1955年に発表されたサーブ・オートモビルの大衆車「93」は、1960年のフルモデルチェンジにより「96」に移行しました。基本設計やスタイリングなどは概ね93譲りで新鮮味には欠けたものの、4ストロークエンジンの追加などさまざまな改良を加えながら生産期間20年におよぶロングセラーモデルとなりました。
リアまわりの意匠を変更
ボディタイプは93同様、2ドアセダンのみの設定でした。エクステリア・デザインは丸みを帯びた流麗なフォルムが踏襲された一方で、リアウィンドウおよびリアクォーターウィンドウが拡大されるとともにテールランプが大型化されるなど、リアまわりの意匠が大きく変更されました。また、室内はリアシートの居住性が改善されるとともに、乗車定員がそれまでの4名から5名に増やされました。

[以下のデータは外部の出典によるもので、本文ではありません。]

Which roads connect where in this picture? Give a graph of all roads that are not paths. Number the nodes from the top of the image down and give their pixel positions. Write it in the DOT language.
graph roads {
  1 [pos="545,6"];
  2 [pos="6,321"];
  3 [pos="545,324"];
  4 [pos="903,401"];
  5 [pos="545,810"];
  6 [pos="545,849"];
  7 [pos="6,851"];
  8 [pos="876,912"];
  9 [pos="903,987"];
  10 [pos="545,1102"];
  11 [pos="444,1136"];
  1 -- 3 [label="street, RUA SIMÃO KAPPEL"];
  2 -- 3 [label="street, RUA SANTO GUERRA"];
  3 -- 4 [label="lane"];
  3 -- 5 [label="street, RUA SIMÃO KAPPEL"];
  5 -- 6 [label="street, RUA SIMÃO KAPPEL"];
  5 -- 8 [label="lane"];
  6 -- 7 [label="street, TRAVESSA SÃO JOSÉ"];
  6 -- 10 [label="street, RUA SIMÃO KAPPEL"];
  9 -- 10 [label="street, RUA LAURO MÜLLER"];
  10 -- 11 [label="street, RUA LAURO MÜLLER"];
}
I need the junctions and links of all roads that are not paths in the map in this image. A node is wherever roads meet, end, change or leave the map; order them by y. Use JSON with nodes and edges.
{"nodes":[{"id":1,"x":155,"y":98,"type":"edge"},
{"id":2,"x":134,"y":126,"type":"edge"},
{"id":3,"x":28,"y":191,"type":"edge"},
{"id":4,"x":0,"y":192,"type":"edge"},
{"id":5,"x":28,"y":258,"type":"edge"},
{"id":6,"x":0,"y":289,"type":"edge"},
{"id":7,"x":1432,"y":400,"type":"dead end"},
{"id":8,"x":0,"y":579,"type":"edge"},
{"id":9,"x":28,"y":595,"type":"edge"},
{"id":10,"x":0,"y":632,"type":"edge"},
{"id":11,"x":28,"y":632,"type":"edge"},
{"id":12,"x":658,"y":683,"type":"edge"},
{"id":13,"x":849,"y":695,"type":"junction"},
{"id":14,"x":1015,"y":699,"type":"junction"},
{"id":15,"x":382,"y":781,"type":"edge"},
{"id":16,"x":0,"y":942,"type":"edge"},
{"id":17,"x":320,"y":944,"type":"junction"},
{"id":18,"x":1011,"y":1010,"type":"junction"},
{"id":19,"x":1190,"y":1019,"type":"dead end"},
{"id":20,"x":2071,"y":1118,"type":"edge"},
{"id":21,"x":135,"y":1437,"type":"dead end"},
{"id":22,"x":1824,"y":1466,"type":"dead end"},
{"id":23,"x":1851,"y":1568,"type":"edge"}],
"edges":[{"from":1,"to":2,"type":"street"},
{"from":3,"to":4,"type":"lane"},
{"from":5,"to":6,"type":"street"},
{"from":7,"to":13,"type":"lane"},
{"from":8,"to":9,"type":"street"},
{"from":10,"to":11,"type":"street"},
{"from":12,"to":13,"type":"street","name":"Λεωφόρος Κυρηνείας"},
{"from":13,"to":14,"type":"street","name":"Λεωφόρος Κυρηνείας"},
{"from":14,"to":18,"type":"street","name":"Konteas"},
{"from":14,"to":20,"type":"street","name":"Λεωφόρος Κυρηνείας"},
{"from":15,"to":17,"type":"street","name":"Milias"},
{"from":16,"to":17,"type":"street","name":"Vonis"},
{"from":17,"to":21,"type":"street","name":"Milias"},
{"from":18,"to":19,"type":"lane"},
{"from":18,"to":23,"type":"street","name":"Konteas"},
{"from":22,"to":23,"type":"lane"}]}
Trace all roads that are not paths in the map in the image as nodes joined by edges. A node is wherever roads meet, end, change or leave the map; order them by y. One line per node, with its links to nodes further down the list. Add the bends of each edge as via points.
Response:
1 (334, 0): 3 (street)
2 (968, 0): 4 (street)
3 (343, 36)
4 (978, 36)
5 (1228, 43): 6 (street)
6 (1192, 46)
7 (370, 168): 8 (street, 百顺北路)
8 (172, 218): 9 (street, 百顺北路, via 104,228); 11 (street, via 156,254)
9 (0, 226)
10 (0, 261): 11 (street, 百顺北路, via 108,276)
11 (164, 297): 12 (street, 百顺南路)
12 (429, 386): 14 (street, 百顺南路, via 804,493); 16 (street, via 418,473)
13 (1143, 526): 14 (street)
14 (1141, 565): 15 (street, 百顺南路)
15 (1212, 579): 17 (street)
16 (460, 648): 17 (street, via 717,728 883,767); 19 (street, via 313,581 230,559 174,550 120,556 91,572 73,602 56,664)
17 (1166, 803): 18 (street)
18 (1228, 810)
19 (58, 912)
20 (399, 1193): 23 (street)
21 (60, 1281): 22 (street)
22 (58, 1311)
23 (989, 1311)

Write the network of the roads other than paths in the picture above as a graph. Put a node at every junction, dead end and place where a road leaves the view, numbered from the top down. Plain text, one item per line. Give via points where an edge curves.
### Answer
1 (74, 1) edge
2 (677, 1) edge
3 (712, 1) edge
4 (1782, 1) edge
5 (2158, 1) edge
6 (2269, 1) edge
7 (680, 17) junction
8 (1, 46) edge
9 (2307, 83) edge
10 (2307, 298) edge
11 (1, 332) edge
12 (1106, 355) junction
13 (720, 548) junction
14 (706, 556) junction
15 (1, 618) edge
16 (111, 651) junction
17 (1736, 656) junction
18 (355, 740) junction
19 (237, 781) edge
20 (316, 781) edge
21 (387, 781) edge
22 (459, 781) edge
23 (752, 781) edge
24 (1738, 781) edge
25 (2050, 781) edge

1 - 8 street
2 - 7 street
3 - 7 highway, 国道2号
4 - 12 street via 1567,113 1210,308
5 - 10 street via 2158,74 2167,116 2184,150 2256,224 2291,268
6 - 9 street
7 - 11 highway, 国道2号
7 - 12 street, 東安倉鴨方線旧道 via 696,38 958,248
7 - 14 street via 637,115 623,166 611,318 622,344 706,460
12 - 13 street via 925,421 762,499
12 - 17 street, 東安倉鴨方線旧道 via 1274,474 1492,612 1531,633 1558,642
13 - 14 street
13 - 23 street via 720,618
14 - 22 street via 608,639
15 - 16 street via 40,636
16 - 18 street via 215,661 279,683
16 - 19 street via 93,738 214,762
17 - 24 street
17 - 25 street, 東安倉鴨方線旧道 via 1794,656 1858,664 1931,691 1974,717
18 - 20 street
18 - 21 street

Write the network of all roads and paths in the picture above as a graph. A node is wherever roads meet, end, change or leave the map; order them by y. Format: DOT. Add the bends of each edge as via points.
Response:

ボディ・ディメンションは全長4,050mm×全幅1,570mm×全高1,473mm、ホイールベース2,488mmで、93から全長と全高が拡大されていました。駆動方式は縦置きFF方式が踏襲され、エンジンは当初前年に発売されたステーションワゴン「95」と共通の水冷2ストローク841cc直列3気筒シングルキャブレター仕様(最高出力38hp/4,250rpm・最大トルク8.3kgm/3,000rpm)が搭載されました。
安全性強化を実施
トランスミッションは当初、それまでと同様ローがノンシンクロの3速MTが組み合わせられました。サスペンション形式はフロント:ダブルウィッシュボーン/コイル式・リア:ビームアクスル/コイル式で、ブレーキは当初は従来同様4輪ドラム式が装備されました。その後1961年に2系統ブレーキ・システムや前席2点式シートベルトが採用され、安全性が向上しました。
次いで翌1962年には、輸出仕様車にフルシンクロの4速MTが採用されました。さらに1964年、圧縮比アップなどにより最高出力が40hpに向上するとともに、国内仕様車にも4速MTが設定されました。また、メーターパネルのデザインが一新されたことも変更点のひとつでした。続いて1965年には、トリプルキャブレター化により最高出力が42hpに向上しました。
4ストロークエンジンを追加
次いで1967年、フォード製の1.5L V4OHVエンジン(最高出力65hp/4,600rpm・最大トルク11.7kgm/2,500rpm)+フロント・ディスクブレーキ搭載モデルが追加されました。追って1968年には2度目のフェイスリフトが実施され、ヘッドランプがそれまでの丸型から角型に変更されるとともに、フロントとリアのウィンドウが拡大されました。また、この年に2ストロークエンジンは廃止されました。
その後、フェイスリフトやウレタンバンパーの採用などの仕様変更が行われたのち、1980年をもって生産終了となりました。総生産台数は、それまでのどのサーブ車よりもはるかに多い547,221台に及びました。